Tuesday, 4 December 2018
The Last 72 hrs
When I started this blog all I was trying to do was raise some awareness of the condition I suffer with, the frustration of getting nowhere with doctors or benefits. I wasn't trying to be anything but me but as time has gone on and the lack of sleep over the last 72 hours has given me the time to ponder trying to take my mind off the fact I can't sleep, with the discomfort I've been having the fact that I've not been able to find comfort has given me time to contemplate what it is I'm willing to do to bring awareness of our condition while remembering the anxiety that lurks in the background. I've been lucky enough to have met some lovely people who in their own way understands chronic conditions and who have been advocates for their own conditions this has given me the drive to do whatever it is I can do for my own.

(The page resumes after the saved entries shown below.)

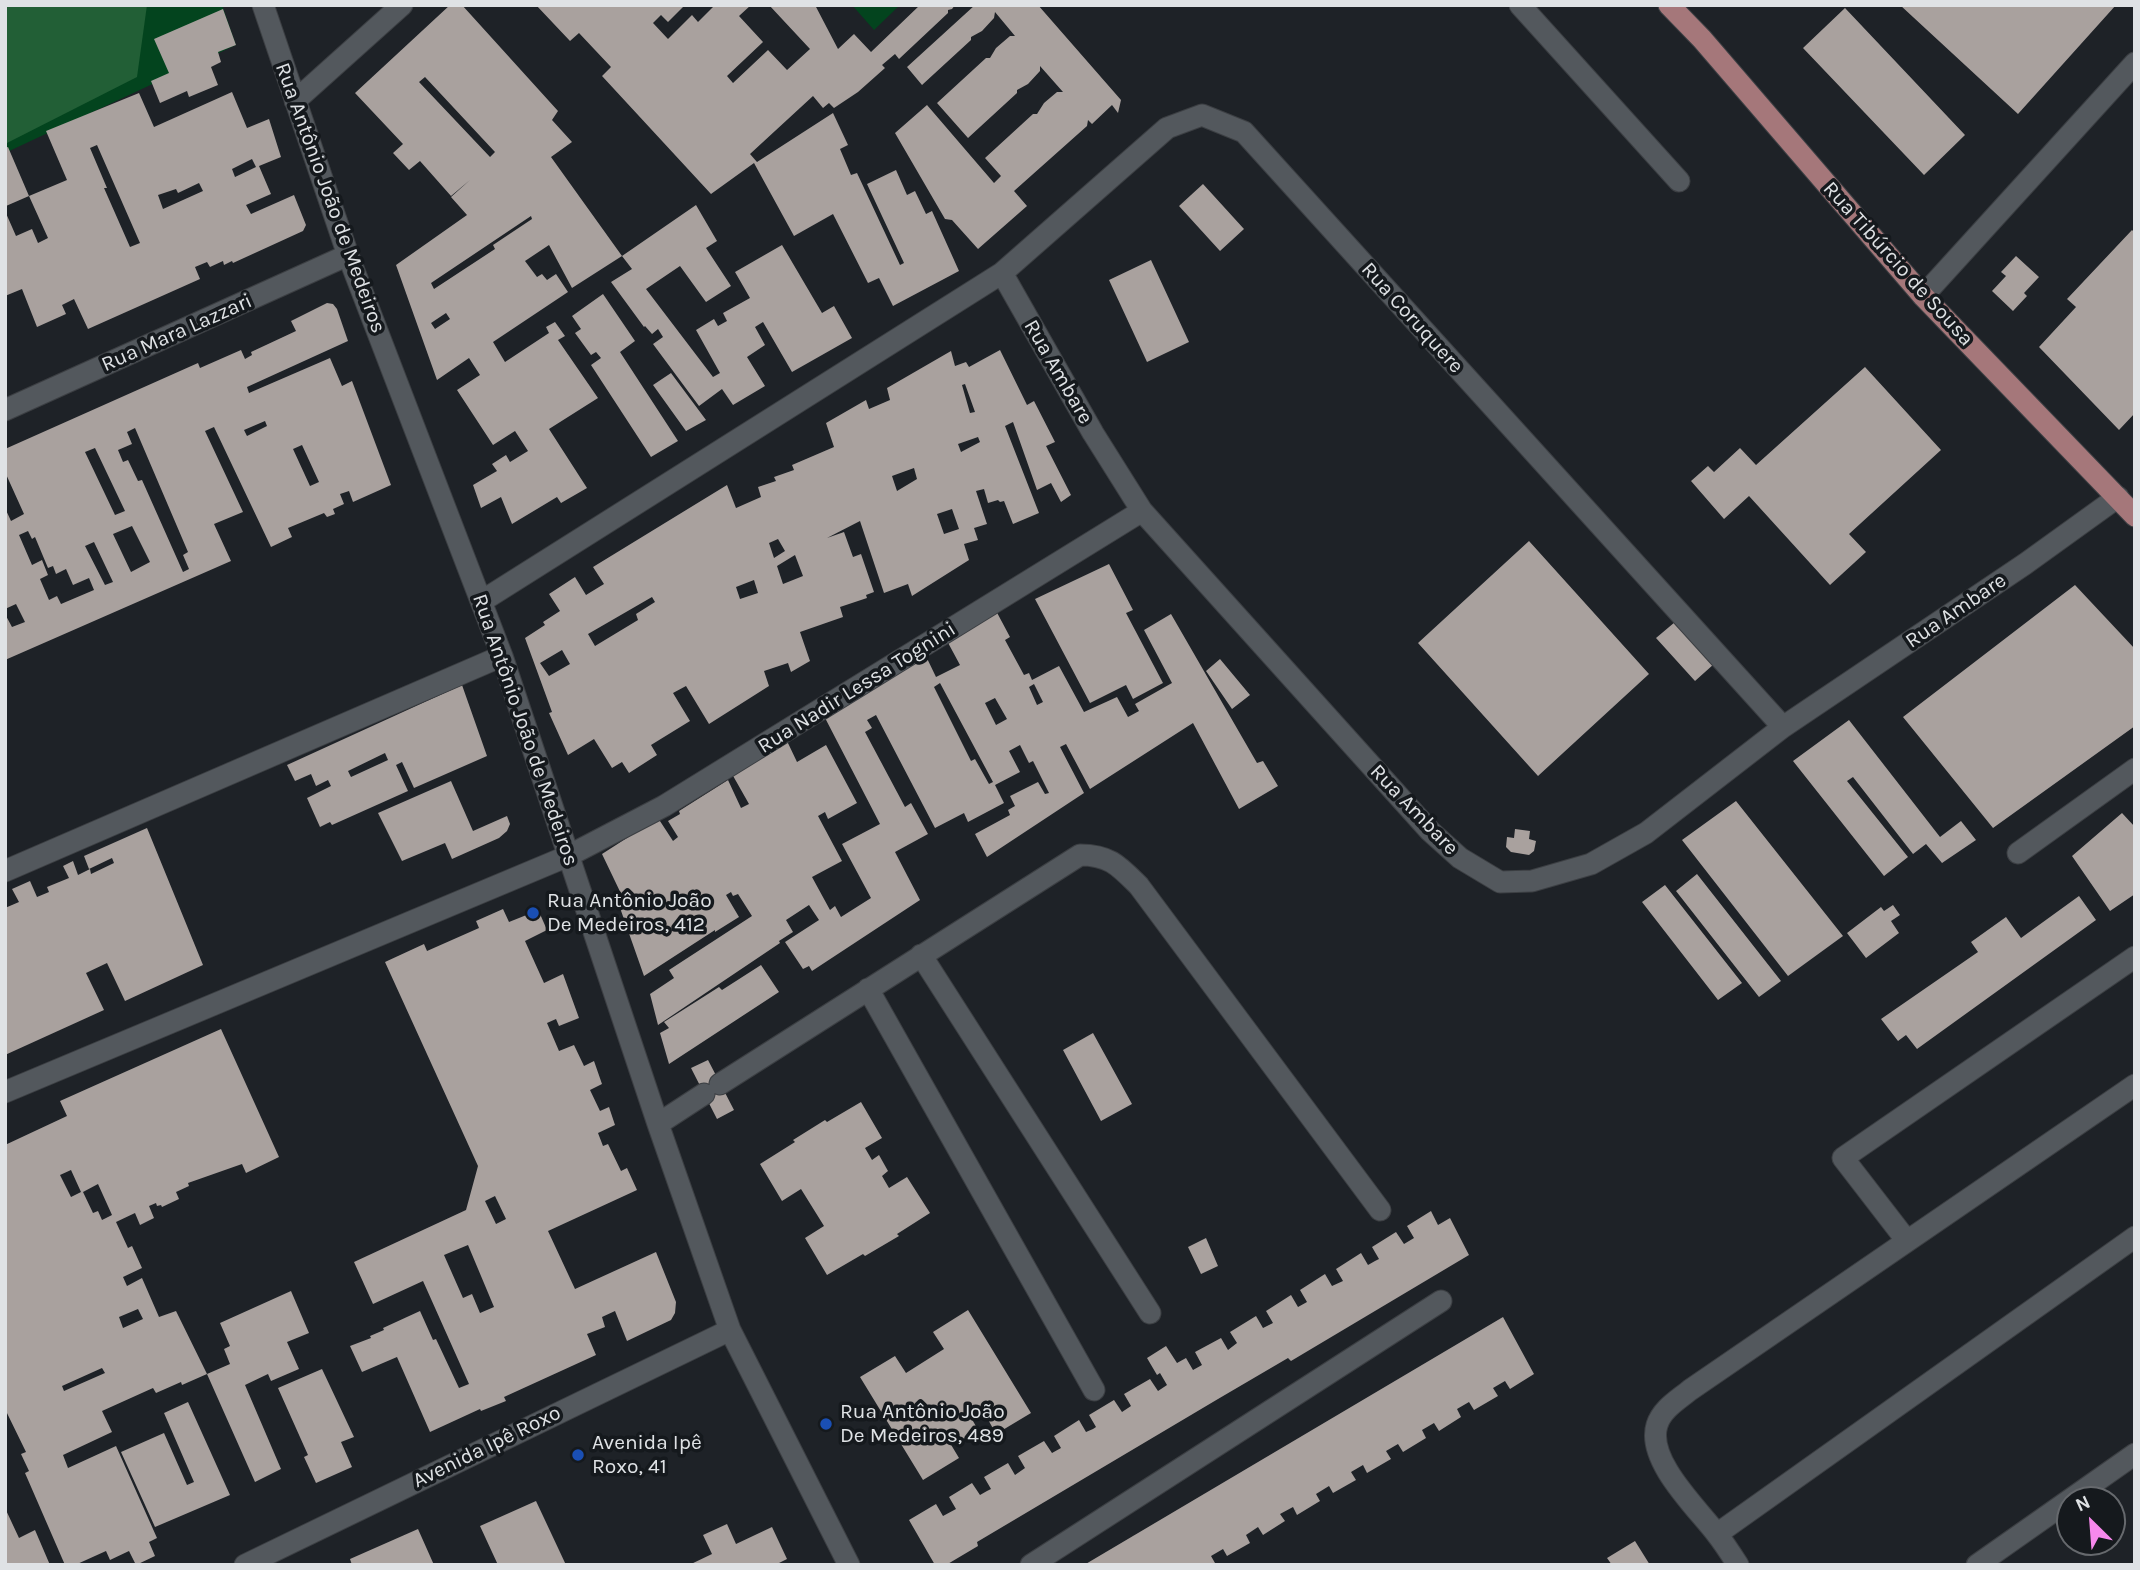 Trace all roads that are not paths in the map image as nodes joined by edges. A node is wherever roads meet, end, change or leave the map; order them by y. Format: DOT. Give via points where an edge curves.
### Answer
graph roads {
  1 [pos="263,5"];
  2 [pos="402,5"];
  3 [pos="1520,5"];
  4 [pos="1669,5"];
  5 [pos="2135,63"];
  6 [pos="295,101"];
  7 [pos="1679,181"];
  8 [pos="348,255"];
  9 [pos="1002,273"];
  10 [pos="1923,296"];
  11 [pos="5,410"];
  12 [pos="2118,497"];
  13 [pos="1142,511"];
  14 [pos="2135,516"];
  15 [pos="482,601"];
  16 [pos="502,656"];
  17 [pos="1783,727"];
  18 [pos="2135,769"];
  19 [pos="2018,853"];
  20 [pos="568,856"];
  21 [pos="5,872"];
  22 [pos="921,955"];
  23 [pos="2135,957"];
  24 [pos="868,989"];
  25 [pos="2135,1085"];
  26 [pos="5,1092"];
  27 [pos="657,1124"];
  28 [pos="1380,1210"];
  29 [pos="2135,1237"];
  30 [pos="1907,1241"];
  31 [pos="1441,1301"];
  32 [pos="1150,1312"];
  33 [pos="730,1330"];
  34 [pos="1094,1390"];
  35 [pos="2135,1454"];
  36 [pos="1717,1534"];
  37 [pos="244,1565"];
  38 [pos="849,1565"];
  39 [pos="1031,1565"];
  40 [pos="1738,1565"];
  41 [pos="1978,1565"];
  1 -- 6 [label="street, Rua Antônio João de Medeiros"];
  2 -- 6 [label="street"];
  3 -- 7 [label="street"];
  4 -- 10 [label="main road, Rua Tibúrcio de Sousa"];
  5 -- 10 [label="street"];
  6 -- 8 [label="street, Rua Antônio João de Medeiros"];
  8 -- 11 [label="street, Rua Mara Lazzari"];
  8 -- 15 [label="street, Rua Antônio João de Medeiros"];
  9 -- 13 [label="street, Rua Ambare"];
  9 -- 15 [label="street"];
  9 -- 17 [label="street, Rua Coruquere" via="1167,128 1202,115 1244,132"];
  10 -- 12 [label="main road, Rua Tibúrcio de Sousa"];
  12 -- 14 [label="main road, Rua Tibúrcio de Sousa"];
  12 -- 17 [label="street, Rua Ambare"];
  13 -- 17 [label="street, Rua Ambare" via="1430,831 1460,858 1500,882 1532,881 1591,864 1646,833"];
  13 -- 20 [label="street, Rua Nadir Lessa Tognini" via="664,806"];
  15 -- 16 [label="street, Rua Antônio João de Medeiros"];
  16 -- 20 [label="street, Rua Antônio João de Medeiros"];
  16 -- 21 [label="street"];
  18 -- 19 [label="street"];
  20 -- 26 [label="street, Rua Nadir Lessa Tognini"];
  20 -- 27 [label="street, Rua Antônio João de Medeiros"];
  22 -- 24 [label="street"];
  22 -- 28 [label="street" via="1080,855 1097,855 1118,866 1139,886"];
  22 -- 32 [label="street"];
  23 -- 30 [label="street" via="1843,1158"];
  24 -- 27 [label="street"];
  24 -- 34 [label="street"];
  25 -- 30 [label="street"];
  27 -- 33 [label="street, Rua Antônio João de Medeiros"];
  29 -- 36 [label="street"];
  30 -- 36 [label="street" via="1664,1412 1656,1427 1662,1461"];
  31 -- 39 [label="street"];
  33 -- 37 [label="street, Avenida Ipê Roxo"];
  33 -- 38 [label="street, Rua Antônio João de Medeiros"];
  35 -- 41 [label="street"];
  36 -- 40 [label="street"];
} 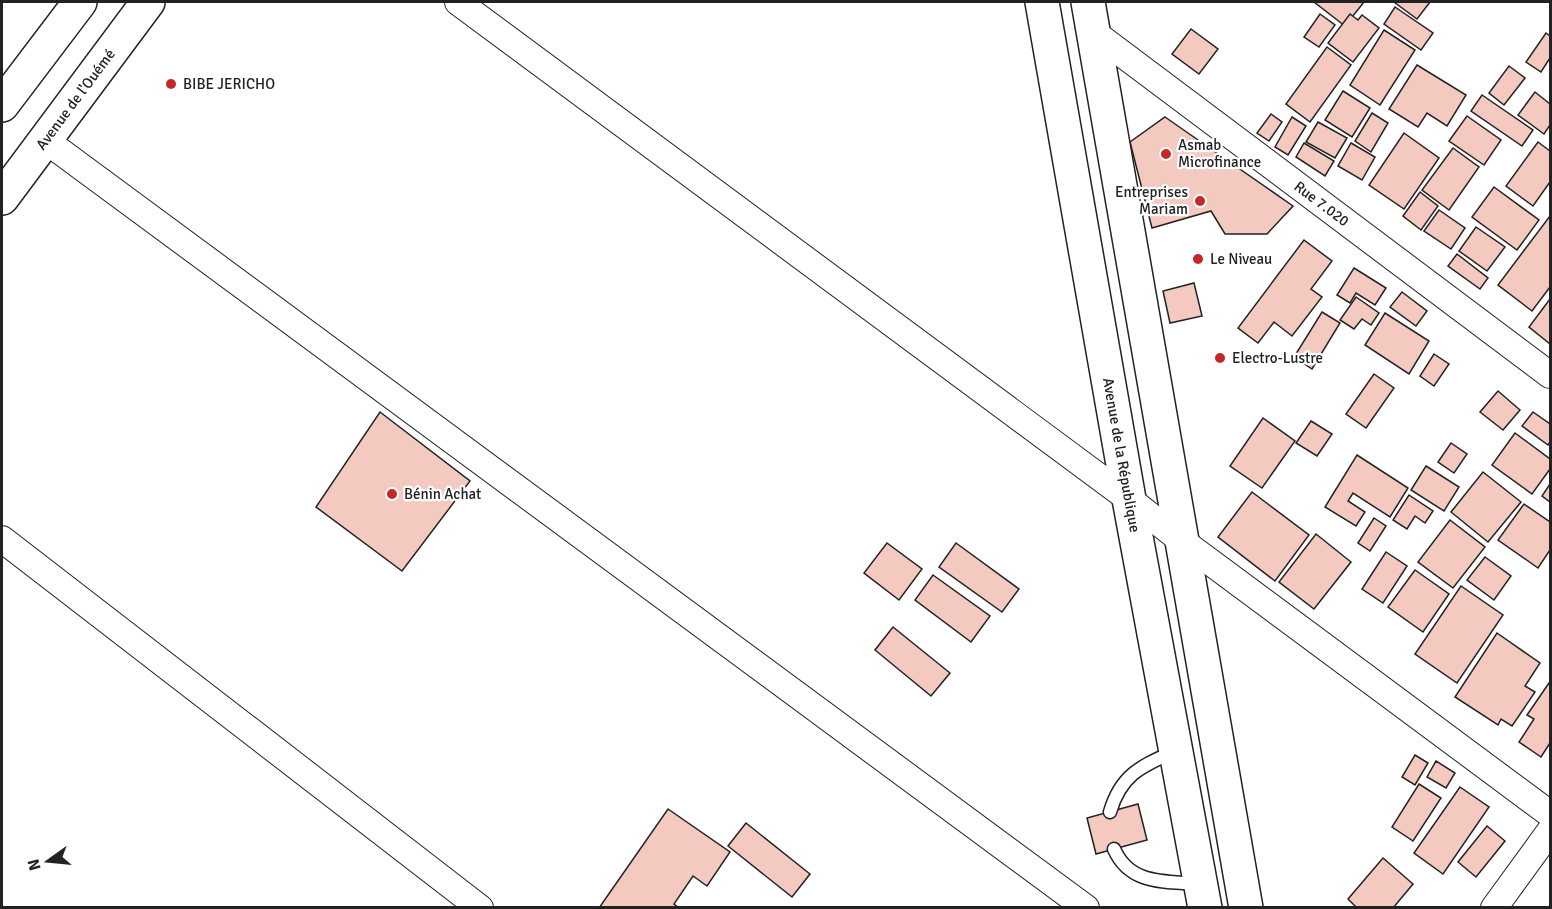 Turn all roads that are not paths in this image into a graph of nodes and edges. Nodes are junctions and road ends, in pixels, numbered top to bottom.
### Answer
1 (148, 2) edge
2 (458, 2) edge
3 (1042, 2) edge
4 (77, 3) edge
5 (1090, 17) edge
6 (2, 105) edge
7 (45, 140) junction
8 (2, 198) edge
9 (1551, 375) edge
10 (1129, 499) junction
11 (2, 539) edge
12 (1182, 541) junction
13 (1176, 750) junction
14 (1110, 812) dead end
15 (1551, 814) edge
16 (1551, 831) edge
17 (1114, 849) dead end
18 (1203, 896) edge
19 (480, 908) edge
20 (1086, 908) edge
21 (1246, 908) edge
22 (1494, 908) edge

1 - 7 main road, Avenue de l'Ouémé
2 - 10 street
3 - 10 main road, Avenue de la République
4 - 6 main road
5 - 9 street, Rue 7.020
5 - 12 main road
7 - 8 main road, Avenue de l'Ouémé
7 - 20 street
10 - 12 street
10 - 13 main road, Avenue de la République
11 - 19 street
12 - 15 street
12 - 21 main road
13 - 14 lane
13 - 18 main road, Avenue de la République
16 - 22 street
17 - 18 lane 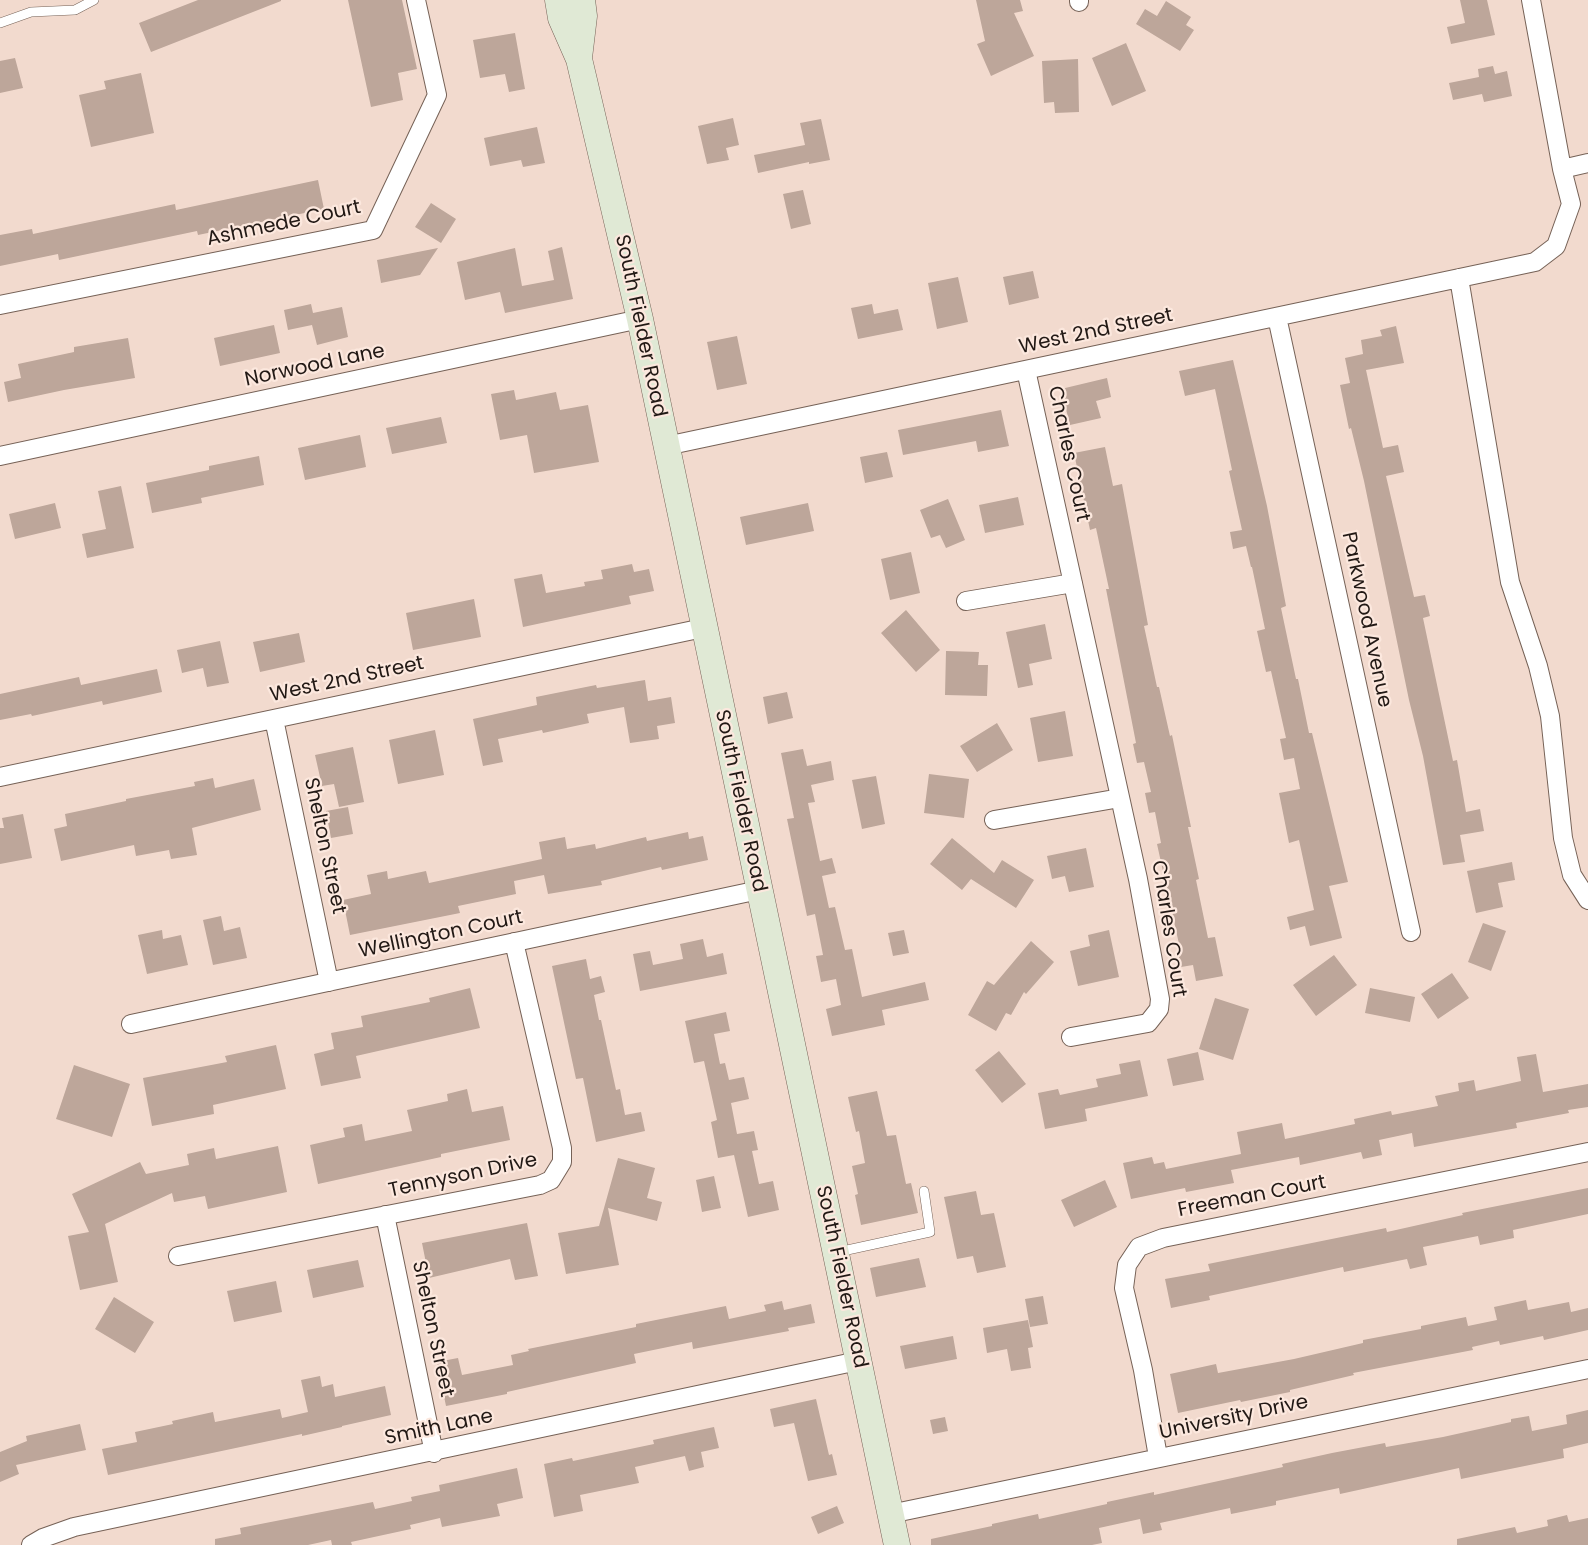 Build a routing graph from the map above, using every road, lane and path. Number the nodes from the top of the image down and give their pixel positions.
1 (71, 0) edge
2 (94, 0) edge
3 (416, 0) edge
4 (558, 0) edge
5 (582, 0) edge
6 (1531, 0) edge
7 (75, 10) junction
8 (0, 23) edge
9 (579, 59) junction
10 (1588, 163) edge
11 (1562, 169) junction
12 (1459, 278) junction
13 (0, 305) edge
14 (1277, 317) junction
15 (640, 319) junction
16 (1026, 370) junction
17 (666, 446) junction
18 (0, 456) edge
19 (1073, 583) junction
20 (966, 601) dead end
21 (703, 628) junction
22 (274, 719) junction
23 (0, 777) edge
24 (1120, 798) junction
25 (994, 820) dead end
26 (759, 890) junction
27 (1588, 900) edge
28 (1411, 932) dead end
29 (514, 942) junction
30 (329, 982) junction
31 (131, 1024) dead end
32 (1071, 1037) dead end
33 (1588, 1152) edge
34 (924, 1191) dead end
35 (385, 1215) junction
36 (836, 1253) junction
37 (178, 1256) dead end
38 (858, 1361) junction
39 (1588, 1369) edge
40 (434, 1453) junction
41 (1158, 1457) junction
42 (890, 1514) junction
43 (31, 1545) edge
44 (897, 1545) edge

1 - 7 lane
2 - 7 lane
3 - 13 street, Ashmede Court
4 - 9 main road, South Fielder Road
5 - 9 main road, South Fielder Road
6 - 11 street
7 - 8 lane
9 - 15 main road, South Fielder Road
10 - 11 street
11 - 12 street, West 2nd Street
12 - 14 street, West 2nd Street
12 - 27 street
14 - 16 street, West 2nd Street
14 - 28 street, Parkwood Avenue
15 - 17 main road, South Fielder Road
15 - 18 street, Norwood Lane
16 - 17 street, West 2nd Street
16 - 19 street, Charles Court
17 - 21 main road, South Fielder Road
19 - 20 street
19 - 24 street, Charles Court
21 - 22 street, West 2nd Street
21 - 26 main road, South Fielder Road
22 - 23 street, West 2nd Street
22 - 30 street, Shelton Street
24 - 25 street
24 - 32 street, Charles Court
26 - 29 street, Wellington Court
26 - 36 main road, South Fielder Road
29 - 30 street, Wellington Court
29 - 35 street, Tennyson Drive
30 - 31 street, Wellington Court
33 - 41 street, Freeman Court
34 - 36 lane
35 - 37 street, Tennyson Drive
35 - 40 street, Shelton Street
36 - 38 main road, South Fielder Road
38 - 40 street, Smith Lane
38 - 42 main road, South Fielder Road
39 - 41 street, University Drive
40 - 43 street, Smith Lane
41 - 42 street, University Drive
42 - 44 main road, South Fielder Road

I keep wondering how many people out there suffer from this condition how many people out there that needs a voice to get the condition to be recognised as even though it is said to be a rare condition many people around the world suffer from some form of the condition, but how many people out there are left in the dark by being miss diagnosed by there doctors as I've said many times before the research on the condition is very small and we can't expect our doctors to know everything about all conditions so the big question is how can we spread awareness how can we get help for those who are struggling to get a diagnoses but like myself how can we get people the support and management to control the condition and to answer the many questions we all have.